Access Control Mechanisms
=========================

This document contains information about mechanisms available in mod_wsgi
for controlling who can access a WSGI application. This includes coverage
of support for HTTP Basic and Digest authentication mechanisms, as well
as server side mechanisms for authorisation and host access control.

HTTP User Authentication
------------------------

The HTTP protocol supports user authentication mechanisms for clients
through the 'Authorization' header. The two main examples for this are
the Basic and Digest authentication mechanisms.

Unlike other HTTP headers, the authorisation header is not passed through
to a WSGI application by default.
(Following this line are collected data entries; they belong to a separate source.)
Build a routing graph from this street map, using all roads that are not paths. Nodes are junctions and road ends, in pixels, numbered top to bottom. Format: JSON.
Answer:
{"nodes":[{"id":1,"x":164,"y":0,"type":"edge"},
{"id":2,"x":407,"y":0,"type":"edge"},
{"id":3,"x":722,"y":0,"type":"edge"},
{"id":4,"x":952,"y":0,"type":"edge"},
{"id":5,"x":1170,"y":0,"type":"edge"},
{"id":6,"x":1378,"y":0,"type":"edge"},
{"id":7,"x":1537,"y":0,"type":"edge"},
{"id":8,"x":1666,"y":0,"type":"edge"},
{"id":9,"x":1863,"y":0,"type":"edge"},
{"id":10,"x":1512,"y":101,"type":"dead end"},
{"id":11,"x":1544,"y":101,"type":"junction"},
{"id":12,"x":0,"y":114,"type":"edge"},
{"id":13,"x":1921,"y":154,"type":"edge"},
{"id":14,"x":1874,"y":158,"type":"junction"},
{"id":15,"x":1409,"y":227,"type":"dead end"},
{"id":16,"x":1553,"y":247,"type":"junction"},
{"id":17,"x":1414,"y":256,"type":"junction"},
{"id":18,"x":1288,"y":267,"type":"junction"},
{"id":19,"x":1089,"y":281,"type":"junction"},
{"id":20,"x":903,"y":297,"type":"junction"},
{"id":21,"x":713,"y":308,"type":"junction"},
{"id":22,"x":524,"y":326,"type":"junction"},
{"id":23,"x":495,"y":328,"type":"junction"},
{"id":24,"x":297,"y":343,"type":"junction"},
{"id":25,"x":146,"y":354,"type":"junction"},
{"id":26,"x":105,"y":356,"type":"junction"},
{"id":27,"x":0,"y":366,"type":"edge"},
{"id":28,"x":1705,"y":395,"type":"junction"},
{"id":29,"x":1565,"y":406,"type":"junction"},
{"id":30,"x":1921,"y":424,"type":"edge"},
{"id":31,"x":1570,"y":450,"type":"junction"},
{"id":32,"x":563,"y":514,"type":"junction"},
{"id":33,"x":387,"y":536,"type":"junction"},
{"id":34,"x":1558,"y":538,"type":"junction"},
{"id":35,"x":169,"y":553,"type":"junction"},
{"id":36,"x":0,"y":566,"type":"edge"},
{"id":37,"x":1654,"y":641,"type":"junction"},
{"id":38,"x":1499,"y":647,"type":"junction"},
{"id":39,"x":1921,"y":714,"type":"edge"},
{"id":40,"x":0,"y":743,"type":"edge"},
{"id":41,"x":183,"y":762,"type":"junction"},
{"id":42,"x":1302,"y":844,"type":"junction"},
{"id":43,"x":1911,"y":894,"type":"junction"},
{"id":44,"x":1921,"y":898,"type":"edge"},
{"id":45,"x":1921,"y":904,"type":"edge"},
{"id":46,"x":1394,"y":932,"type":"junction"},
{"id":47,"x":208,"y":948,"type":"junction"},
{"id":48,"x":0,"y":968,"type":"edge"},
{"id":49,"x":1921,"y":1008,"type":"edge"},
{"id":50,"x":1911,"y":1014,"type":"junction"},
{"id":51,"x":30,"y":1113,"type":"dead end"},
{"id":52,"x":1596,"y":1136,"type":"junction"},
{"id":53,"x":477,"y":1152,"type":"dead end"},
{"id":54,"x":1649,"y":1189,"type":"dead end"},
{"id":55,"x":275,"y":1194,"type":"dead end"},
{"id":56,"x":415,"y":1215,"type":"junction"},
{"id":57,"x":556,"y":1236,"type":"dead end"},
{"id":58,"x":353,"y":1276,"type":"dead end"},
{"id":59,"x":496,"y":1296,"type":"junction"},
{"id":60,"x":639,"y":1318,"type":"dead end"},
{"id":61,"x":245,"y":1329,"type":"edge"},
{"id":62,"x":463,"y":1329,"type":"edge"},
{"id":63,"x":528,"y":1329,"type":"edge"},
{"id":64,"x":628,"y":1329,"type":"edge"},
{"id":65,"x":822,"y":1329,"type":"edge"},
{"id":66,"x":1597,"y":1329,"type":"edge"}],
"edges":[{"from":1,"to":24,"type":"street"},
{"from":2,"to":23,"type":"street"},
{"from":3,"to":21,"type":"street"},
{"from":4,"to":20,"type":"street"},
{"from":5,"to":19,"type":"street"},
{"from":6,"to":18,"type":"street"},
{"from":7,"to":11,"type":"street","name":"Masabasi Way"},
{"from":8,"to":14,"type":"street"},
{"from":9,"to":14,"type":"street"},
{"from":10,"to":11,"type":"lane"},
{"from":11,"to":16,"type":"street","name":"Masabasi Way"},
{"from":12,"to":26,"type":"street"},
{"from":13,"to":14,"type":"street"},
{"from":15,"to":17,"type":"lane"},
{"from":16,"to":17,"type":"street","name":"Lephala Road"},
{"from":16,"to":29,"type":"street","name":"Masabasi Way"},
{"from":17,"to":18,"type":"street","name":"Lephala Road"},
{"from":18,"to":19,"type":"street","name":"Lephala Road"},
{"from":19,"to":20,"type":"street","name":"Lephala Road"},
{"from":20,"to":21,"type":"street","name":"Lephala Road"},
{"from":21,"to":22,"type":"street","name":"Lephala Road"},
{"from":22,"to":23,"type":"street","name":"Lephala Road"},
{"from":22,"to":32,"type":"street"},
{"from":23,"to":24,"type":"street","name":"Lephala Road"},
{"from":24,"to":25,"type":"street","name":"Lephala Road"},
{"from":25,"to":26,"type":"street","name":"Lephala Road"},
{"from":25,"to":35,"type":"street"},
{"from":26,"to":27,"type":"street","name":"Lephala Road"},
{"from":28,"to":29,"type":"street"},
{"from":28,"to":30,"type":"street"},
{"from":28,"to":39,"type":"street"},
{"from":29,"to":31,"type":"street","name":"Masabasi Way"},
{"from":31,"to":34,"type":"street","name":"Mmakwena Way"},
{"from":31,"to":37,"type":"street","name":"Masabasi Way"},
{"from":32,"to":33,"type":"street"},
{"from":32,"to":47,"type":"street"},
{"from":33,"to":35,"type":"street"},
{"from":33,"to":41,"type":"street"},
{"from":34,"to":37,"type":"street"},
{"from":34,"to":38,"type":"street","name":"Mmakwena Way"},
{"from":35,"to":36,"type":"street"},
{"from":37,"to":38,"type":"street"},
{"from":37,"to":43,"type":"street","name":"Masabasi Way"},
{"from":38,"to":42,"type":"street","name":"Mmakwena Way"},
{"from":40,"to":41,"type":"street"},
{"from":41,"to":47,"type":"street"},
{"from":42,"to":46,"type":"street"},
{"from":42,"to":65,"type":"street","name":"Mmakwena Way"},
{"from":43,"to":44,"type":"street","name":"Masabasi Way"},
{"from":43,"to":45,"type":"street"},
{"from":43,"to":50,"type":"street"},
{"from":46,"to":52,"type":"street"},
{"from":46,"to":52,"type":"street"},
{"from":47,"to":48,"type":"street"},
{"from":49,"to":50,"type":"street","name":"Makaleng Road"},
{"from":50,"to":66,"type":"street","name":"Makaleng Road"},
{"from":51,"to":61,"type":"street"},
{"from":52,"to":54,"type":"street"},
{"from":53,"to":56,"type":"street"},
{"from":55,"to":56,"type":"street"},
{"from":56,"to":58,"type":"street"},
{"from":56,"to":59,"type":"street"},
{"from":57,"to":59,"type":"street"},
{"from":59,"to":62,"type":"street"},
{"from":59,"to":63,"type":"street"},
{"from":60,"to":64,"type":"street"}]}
This is the case as doing so could leak
information about passwords through to a WSGI application which should not
be able to see them when Apache is performing authentication.

If Apache is performing authentication, a WSGI application can still find
out what type of authentication scheme was used by checking the variable
``AUTH_TYPE`` of the WSGI application environment. The login name of the
authorised user can be determined by checking the variable
``REMOTE_USER``.

If it is desired that the WSGI application be responsible for handling user
authentication, then it is necessary to explicitly configure mod_wsgi to
pass the required headers through to the application. This can be done by
specifying the WSGIPassAuthorization directive in the appropriate context
and setting it to 'On'.

When passing of authorisation information is enabled, the authorisation
headers are passed through to a WSGI application in the
``HTTP_AUTHORIZATION`` variable of the WSGI application environment when
the equivalent HTTP request header is present. You will still need to
provide your own code to process the header and perform the required hand
shaking with the client to indicate whether the client is permitted access.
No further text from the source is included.